I’d like to accelerate the following task on a GPU. The problem is one of reduction, however due to its nature, the “usual” trick of saving partial sums on shared memory won’t work.

This is the essence of the task:

```
void Task(double *x, double *Output) {
for (int i = 0; i < 1000000; i++) {
AuxiliaryNumber = 0;
for (int k = 0; k < 600; k++) {
Output[k] += SomeFunction(x[i], AuxiliaryNumber);
AuxiliaryNumber = OtherFunction(x[i], AuxiliaryNumber);
}
}
}
```

The output is 600 numbers in an array, each of them is a sum of one million summands.
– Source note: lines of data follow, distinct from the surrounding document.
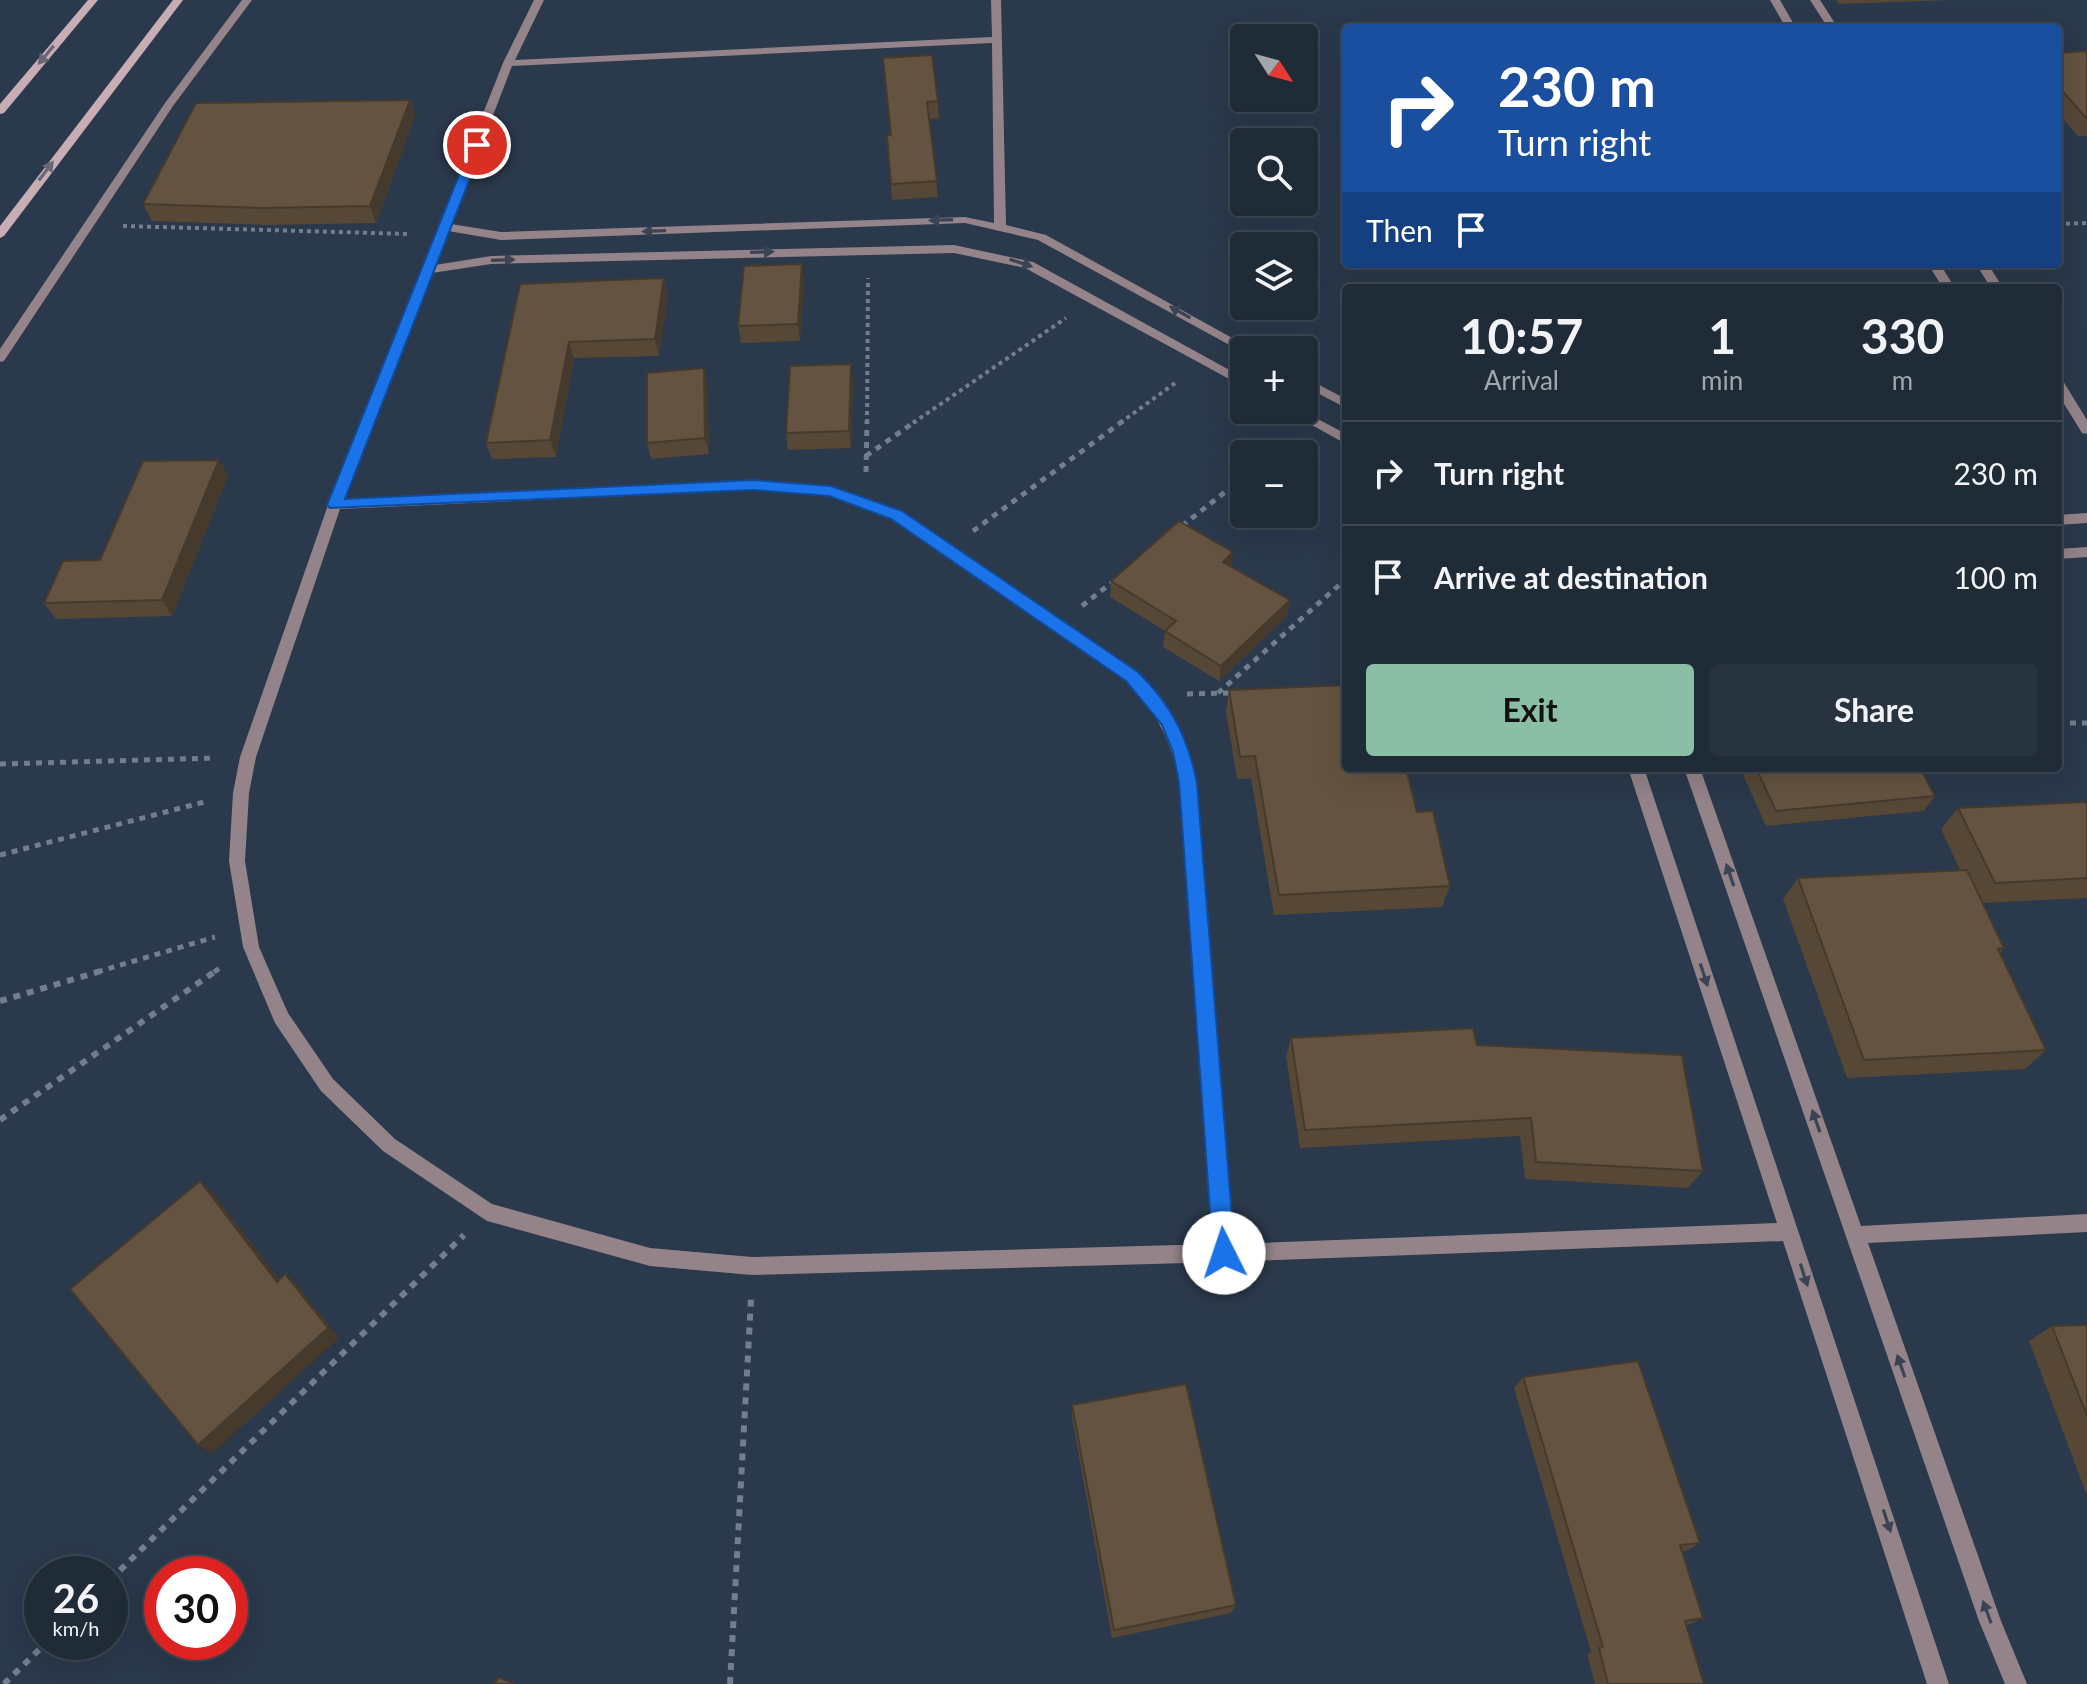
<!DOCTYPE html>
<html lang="en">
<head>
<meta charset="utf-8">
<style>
  :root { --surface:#202b38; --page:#283340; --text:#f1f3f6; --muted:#a2a7ae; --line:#3d4753; --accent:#8abfa5 }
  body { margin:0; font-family:Lato,sans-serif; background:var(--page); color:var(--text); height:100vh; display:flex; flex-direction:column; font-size:30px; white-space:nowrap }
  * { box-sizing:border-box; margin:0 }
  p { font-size:26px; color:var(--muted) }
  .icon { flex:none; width:44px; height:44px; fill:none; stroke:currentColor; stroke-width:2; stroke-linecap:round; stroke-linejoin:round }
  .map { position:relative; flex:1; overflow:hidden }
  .sheet { position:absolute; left:1342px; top:284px; width:720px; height:488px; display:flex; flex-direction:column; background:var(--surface); border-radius:8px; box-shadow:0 8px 32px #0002,0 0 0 2px var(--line) }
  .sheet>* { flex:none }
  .banner { position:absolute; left:1342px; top:24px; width:720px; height:244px; border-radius:8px; box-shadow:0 8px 32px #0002,0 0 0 2px var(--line); background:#1a4fa0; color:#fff; overflow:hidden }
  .needle { width:52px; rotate:126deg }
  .buttons { position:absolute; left:1230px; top:24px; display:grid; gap:16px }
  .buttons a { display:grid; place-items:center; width:88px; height:88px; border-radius:8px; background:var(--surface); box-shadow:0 8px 32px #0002,0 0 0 2px var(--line); font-size:40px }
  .speed { position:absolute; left:24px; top:1556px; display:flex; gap:16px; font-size:40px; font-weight:700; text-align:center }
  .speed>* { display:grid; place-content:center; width:104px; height:104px; border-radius:50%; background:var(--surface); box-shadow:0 8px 32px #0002,0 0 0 2px var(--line); line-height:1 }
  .speed small { font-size:20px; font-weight:400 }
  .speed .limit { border:12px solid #d22; background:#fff; color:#111 }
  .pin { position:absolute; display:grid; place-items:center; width:68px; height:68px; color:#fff; margin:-34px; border:4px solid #fff; border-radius:50%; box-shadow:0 2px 8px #0007 }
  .me { position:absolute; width:88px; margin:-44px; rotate:356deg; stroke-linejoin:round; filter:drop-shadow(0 0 6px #0008) }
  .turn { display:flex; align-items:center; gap:28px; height:168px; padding:0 24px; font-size:36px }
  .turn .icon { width:104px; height:104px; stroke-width:2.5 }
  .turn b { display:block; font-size:56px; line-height:68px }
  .then { display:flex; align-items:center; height:76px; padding:0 24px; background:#0003; gap:16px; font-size:30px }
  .eta { display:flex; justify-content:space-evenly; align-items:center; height:136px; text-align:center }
  .eta b { font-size:48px; font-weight:700; line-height:56px }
  .action { display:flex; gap:16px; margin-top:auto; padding:16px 24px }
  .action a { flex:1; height:92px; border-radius:8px; background:var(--accent); color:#111; font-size:32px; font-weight:700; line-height:92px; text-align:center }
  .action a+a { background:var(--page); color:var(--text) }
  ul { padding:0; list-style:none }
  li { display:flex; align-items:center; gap:24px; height:104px; padding:0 24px; border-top:2px solid var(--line) }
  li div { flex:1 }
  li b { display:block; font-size:30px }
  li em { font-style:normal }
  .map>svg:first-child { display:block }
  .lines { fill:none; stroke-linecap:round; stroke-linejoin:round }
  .path-far2 { stroke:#717e8e; stroke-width:4; stroke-dasharray:4 4; stroke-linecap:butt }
  .path-far1 { stroke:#717e8e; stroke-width:5; stroke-dasharray:6 6; stroke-linecap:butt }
  .path { stroke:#717e8e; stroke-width:6; stroke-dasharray:7 7; stroke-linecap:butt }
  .street { fill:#948388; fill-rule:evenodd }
  .secondary { fill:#c8adb5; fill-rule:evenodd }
  .wall { fill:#564737 }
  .shaded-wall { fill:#463a2d }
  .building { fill:#645340; stroke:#463a2d; stroke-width:2 }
  .oneway { fill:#696775 }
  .oneway2 { fill:#3a4454 }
  .route { fill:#1a73e8; stroke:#114b97; stroke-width:2 }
</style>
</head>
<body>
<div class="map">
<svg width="2087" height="1684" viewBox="0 0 2087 1684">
  <rect width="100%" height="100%" fill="#2a394b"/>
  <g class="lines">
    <g class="path-far2">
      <path d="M2058,224l29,-1"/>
      <path d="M123,226l286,8"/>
      <path d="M867,423l1,-145"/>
      <path d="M913,423l153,-105"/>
      <path d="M1120,423l58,-42"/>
    </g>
    <g class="path-far1">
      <path d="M1273,454l17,-14"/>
      <path d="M866,456l50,-35"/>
      <path d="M866,472l1,-51"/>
      <path d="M1182,526l62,-49"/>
      <path d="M973,531l150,-110"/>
      <path d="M1082,606l33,-26"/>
      <path d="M1218,693l128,-114"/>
      <path d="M1187,694l46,-1"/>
      <path d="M2058,723h29"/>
      <path d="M0,764l215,-6"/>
      <path d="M0,855l208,-54"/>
      <path d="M97,972l118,-35"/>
      <path d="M214,972l9,-6"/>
    </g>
    <g class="path">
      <path d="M0,1001l104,-31"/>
      <path d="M0,1120l217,-150"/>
      <path d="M110,1580l354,-345"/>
      <path d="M4,1684l43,-42"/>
      <path d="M730,1684l21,-385"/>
    </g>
    <g class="street">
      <path d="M242,0h10l-79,106 -169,255 -4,1v-13l165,-246z"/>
      <path d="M534,0h10l-29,60 477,-23 -1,-37h10l5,225 40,10 208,115h-10v3l-206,-113 -73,-17 -464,17 -53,-9 -13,34 56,-9 463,-11 79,17 211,116v9l-219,-119 -71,-15 -463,11 -59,9 -88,227 409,-20 78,6 71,26 235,161c31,32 49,67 59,110l37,461 544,-21 -149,-455h16l305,916h-22l-144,-443 -559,21 -472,13 -102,-9 -163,-45 -104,-70 -62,-60 -46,-68 -32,-76 -14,-86 4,-68 7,-36 88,-252 175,-442zM992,43l2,180 -29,-6 -464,15 -50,-8 61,-158zM753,490l77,6 62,22 235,163c29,30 45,61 53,102l34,461 -462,13 -102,-9 -158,-44 -97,-65 -62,-60 -45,-66 -29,-66 -14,-86 4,-68 7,-36 84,-248z"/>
      <path d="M1770,0h10l16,28h-10z"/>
      <path d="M1810,0h10l18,28h-10z"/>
      <path d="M1928,264h12l15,24h-12z"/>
      <path d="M1976,264h12l15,24h-12z"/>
      <path d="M1304,377l42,22v9l-42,-22z"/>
      <path d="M2058,380l5,1 24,39v14l-5,-1 -24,-39z"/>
      <path d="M1285,410h16l45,24v10z"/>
      <path d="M2087,513v10l-29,2v-10z"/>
      <path d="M2087,547v10l-29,2v-10z"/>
      <path d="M1684,768h16l161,458 226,-12v18l-219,11 133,378 26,63h-22l-26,-63z"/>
    </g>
    <g class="secondary">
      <path d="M88,0h10l-94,113 -4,1v-10z"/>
      <path d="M173,0h10l-179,236 -4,2v-12z"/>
    </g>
  </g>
  <g class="wall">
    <path d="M1837,0h115l-113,4z"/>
    <path d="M2087,51v85h-9l-20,-23v-60z"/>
    <path d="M883,58l55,43 1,17 -10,1 9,78 -46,3 -5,-65h4z"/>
    <path d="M410,100l5,16 -39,107 -107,2 -117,-4 -9,-17z"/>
    <path d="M664,278l4,17 -9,61 -85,2 -18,99 -64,2 -6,-16 34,-159z"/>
    <path d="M804,281l-4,60 -59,2 -3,-17z"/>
    <path d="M853,380l-2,68 -63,2 -2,-17z"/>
    <path d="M707,385l2,69 -58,5 -4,-16z"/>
    <path d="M219,460l9,16 -56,140 -116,3 -12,-16 56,-43z"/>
    <path d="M1231,566l59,34 -3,16 -68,65 -56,-34 2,-16 -55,-34 1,-16z"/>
    <path d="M1229,690l188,122 33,74 -8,21 -168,8 -23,-137 -14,1 -11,-67z"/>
    <path d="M1740,768h180l15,28 -11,15 -158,15z"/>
    <path d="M2087,802v96l-105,5 22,45 -4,5 46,97 -21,19 -178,9 -64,-179 15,-21 162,-8 -19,-41 17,-21z"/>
    <path d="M1291,1038l186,7 226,126 -15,17 -163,-9 -5,-43 -220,12 -14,-91z"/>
    <path d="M2087,1325v171l-58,-155 23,-15z"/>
    <path d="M1523,1377l177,166 -14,8h-4l21,67 -17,8 18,58h-109l-8,-30 4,-2 -77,-264z"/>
    <path d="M1072,1405l164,200 -5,8 -119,25 -40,-220z"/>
  </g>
  <g class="shaded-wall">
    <path d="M410,100l5,16 -39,107 -6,-17z"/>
    <path d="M802,264l2,17 -4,60 -2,-17z"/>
    <path d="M664,278l4,17 -9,61 -4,-17z"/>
    <path d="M569,342l5,16 -18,99 -6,-17z"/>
    <path d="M851,364l2,16 -2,68 -2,-17z"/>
    <path d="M704,368l3,17 2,69 -4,-16z"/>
    <path d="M219,460l9,16 -56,140 -10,-16z"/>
    <path d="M1233,552l-2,16 -8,-6z"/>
    <path d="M1290,600l-3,16 -68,65 2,-15z"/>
    <path d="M200,1181l13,12 76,99 -12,-10z"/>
    <path d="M285,1274l12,11 42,53 -127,116 -14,-9z"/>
  </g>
  <g class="building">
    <path d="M2087,51v68l-29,-33v-33z"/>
    <path d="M932,55l6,46 -11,1 10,79 -46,3 -4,-49h4l-8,-77z"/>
    <path d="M410,100l-40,106 -108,2 -119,-4 53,-101z"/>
    <path d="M802,264l-4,60 -60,2 6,-60z"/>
    <path d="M664,278l-9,61 -86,3 -19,98 -64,3 34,-159z"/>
    <path d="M851,364l-2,67 -63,2 4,-67z"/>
    <path d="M704,368l1,70 -58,5v-70z"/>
    <path d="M219,460l-57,140 -118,3 19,-42 37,-1 43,-99z"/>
    <path d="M1179,521l54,31 -10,10 67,38 -69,66 -56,-35 11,-10 -65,-40z"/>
    <path d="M1346,685v83h60l11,44 16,-1 17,75 -171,9 -24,-139 -15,1 -11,-67z"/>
    <path d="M1756,768h164l15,28 -159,15z"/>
    <path d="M2087,802v76l-92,5 -37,-75z"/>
    <path d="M1967,870l37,78 -6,1 48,101 -182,10 -66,-182z"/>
    <path d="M1473,1028l4,17 205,10 21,116 -167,-9 -5,-44 -226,12 -14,-92z"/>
    <path d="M200,1181l77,101 8,-8 43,54 -130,117 -128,-156z"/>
    <path d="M2087,1325v91l-35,-90z"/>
    <path d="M1638,1361l62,182 -20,2 23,73 -18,3 19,63h-96l-9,-36 4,-1 -80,-270z"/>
    <path d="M1186,1384l50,221 -122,25 -42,-225z"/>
    <path d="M498,1677l16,7h-19z"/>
  </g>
  <defs><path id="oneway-solid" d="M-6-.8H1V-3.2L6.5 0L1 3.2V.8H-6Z" transform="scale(2)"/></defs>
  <g class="oneway">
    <use href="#oneway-solid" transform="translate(46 55) rotate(130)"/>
    <use href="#oneway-solid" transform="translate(46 171) rotate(-53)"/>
  </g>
  <g class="oneway2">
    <use href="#oneway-solid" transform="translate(941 220) rotate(178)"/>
    <use href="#oneway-solid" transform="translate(654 231) rotate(178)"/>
    <use href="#oneway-solid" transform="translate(762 252) rotate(-2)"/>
    <use href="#oneway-solid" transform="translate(503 260) rotate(-2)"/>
    <use href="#oneway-solid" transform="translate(1021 263) rotate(18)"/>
    <use href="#oneway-solid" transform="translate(1180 312) rotate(-151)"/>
    <use href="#oneway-solid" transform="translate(1730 875) rotate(-109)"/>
    <use href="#oneway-solid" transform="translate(1704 975) rotate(72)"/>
    <use href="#oneway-solid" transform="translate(1816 1121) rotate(-109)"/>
    <use href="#oneway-solid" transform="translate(1804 1275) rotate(72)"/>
    <use href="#oneway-solid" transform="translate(1901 1366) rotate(-109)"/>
    <use href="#oneway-solid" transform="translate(1887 1521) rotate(72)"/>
    <use href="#oneway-solid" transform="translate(1987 1612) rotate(-110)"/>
  </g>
  <path class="route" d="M477,141l6,4 -138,354 408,-19 78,6 71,25 236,161c33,32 50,66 59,111l38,470 -3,8 -8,3 -8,-3 -3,-8 -34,-470 -6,-31 -11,-27 -36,-44 -235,-162 -62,-23 -76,-6 -423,18 -3,-3 144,-360z"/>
</svg>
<div class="buttons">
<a><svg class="needle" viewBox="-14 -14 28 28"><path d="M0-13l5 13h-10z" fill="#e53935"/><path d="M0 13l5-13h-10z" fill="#a2a7ae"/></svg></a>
<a><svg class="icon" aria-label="search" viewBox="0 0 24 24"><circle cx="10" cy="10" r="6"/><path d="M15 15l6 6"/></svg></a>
<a><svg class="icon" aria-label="layers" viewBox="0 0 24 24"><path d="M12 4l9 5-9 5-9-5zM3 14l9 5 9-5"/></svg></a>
<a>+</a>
<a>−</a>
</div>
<div class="speed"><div>26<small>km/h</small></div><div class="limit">30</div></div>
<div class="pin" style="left:477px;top:145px;background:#d93025"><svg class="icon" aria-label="arrive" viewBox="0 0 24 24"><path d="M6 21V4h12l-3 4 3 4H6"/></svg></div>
<svg class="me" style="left:1224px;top:1253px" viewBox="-20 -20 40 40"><circle r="19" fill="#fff"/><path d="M0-13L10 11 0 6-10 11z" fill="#1a73e8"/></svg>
<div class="banner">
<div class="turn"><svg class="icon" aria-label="right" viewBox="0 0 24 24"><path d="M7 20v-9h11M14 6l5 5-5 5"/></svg><div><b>230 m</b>Turn right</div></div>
<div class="then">Then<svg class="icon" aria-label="arrive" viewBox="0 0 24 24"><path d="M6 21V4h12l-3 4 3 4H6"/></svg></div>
</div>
<section class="sheet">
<div class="eta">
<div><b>10:57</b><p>Arrival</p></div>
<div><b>1</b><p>min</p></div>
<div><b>330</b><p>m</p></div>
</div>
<ul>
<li><svg class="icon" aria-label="right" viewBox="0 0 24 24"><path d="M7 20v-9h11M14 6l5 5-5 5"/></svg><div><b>Turn right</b></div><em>230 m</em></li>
<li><svg class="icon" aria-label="arrive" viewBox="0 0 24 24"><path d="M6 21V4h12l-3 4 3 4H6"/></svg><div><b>Arrive at destination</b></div><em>100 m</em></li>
</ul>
<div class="action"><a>Exit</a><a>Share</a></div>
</section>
</div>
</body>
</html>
The order of the loops can’t be switched, because the inner loop has to be executed sequentially. If instead of 600, I had a small number (like 5), then I could define a 2D structure in shared memory, 5xThreadsPerBlock, and have each thread write its partial sum to it, and then finalize the summation. There is simply not enough shared memory (by a long shot) to do this with a size-600 array. Having each thread write its partial sum to global memory also seems a pretty poor option, since this structure will be hundreds of MB in size (depending on the number of threads, of course)… It would fit, but I’m worried about performance.

Any ideas would be greatly appreciated!